Assignment 4: Entity Extraction

For this assignment you will evaluate the performance of OpenCalais, a commercial entity extraction service, against your hand annotations.


1. Pick five random news stories and hand-annotate them. Pick an English-language news site with many stories on the home page, or a section of such a site (business, sports, etc.) Then generate five random numbers from 1 to the number of stories on the page. Cut and paste the text of each article into a separate  file, and save as plain text (no HTML, no formatting.)

2. Detect entities by hand in each article. Paste the text of each article into an RTF or Word document and go through it, underlining every entity. Count every mention of a person, place, or organization, including alternate names (“the president”) and pronoun references. Count how many entities appear in each document.

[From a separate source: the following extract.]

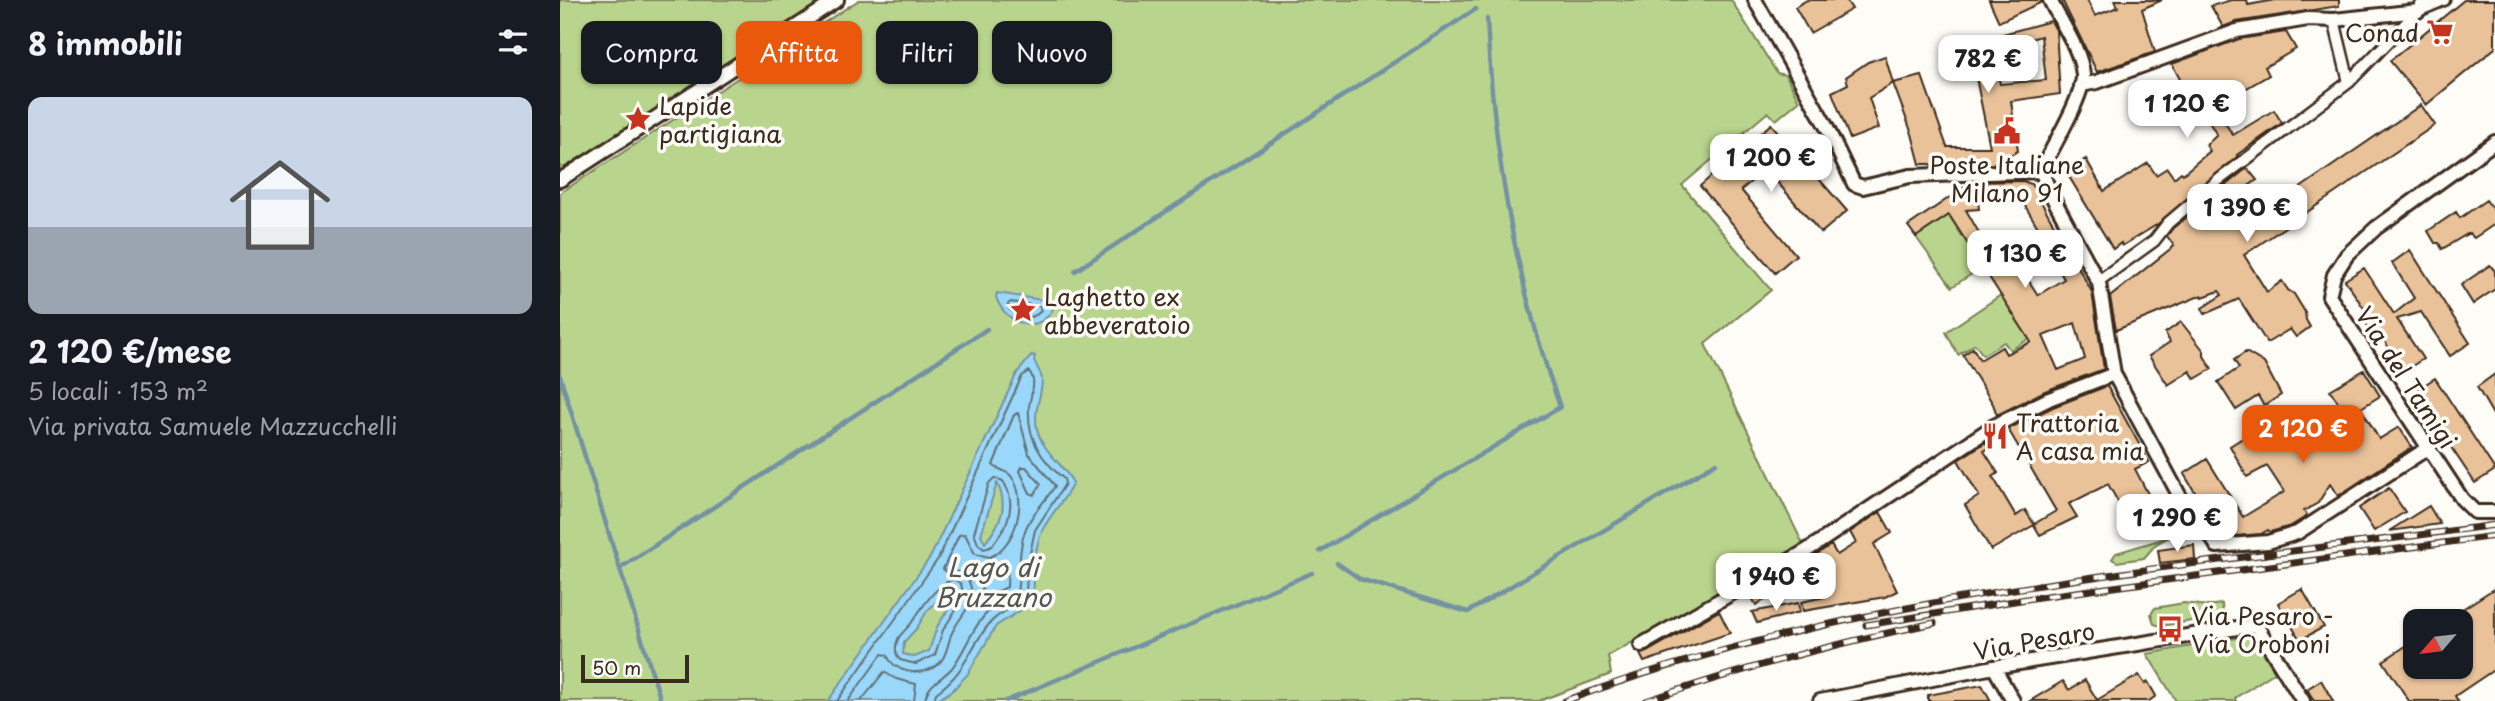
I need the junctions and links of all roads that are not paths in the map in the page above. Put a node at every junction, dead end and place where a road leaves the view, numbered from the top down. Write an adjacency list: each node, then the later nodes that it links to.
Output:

3. Now run each document through OpenCalais. You can paste the text into the demo page here. Now count:

  • Correct entities: entities found by OC and marked by you
  • Incorrect entities: entities found by OC but not marked by you
  • Missed entities: entities marked by you but not found by OC

4. Turn in:

  • Your hand-marked documents.
  • A spreadsheet. Please turn in a spread sheet with one row per document, and four columns: hand-labelled, correct, incorrect, missed
  • Make sure your spreadsheet includes totals of these four columns across all documents
  • Your analysis. Report on any patterns in the failures that your see. Where is OpenCalais most accurate? Where is it least accurate? Are there predictable patterns to the errors? Are there ambiguities as to what is really an entity?
This assignment is due before class on Friday,  November 18.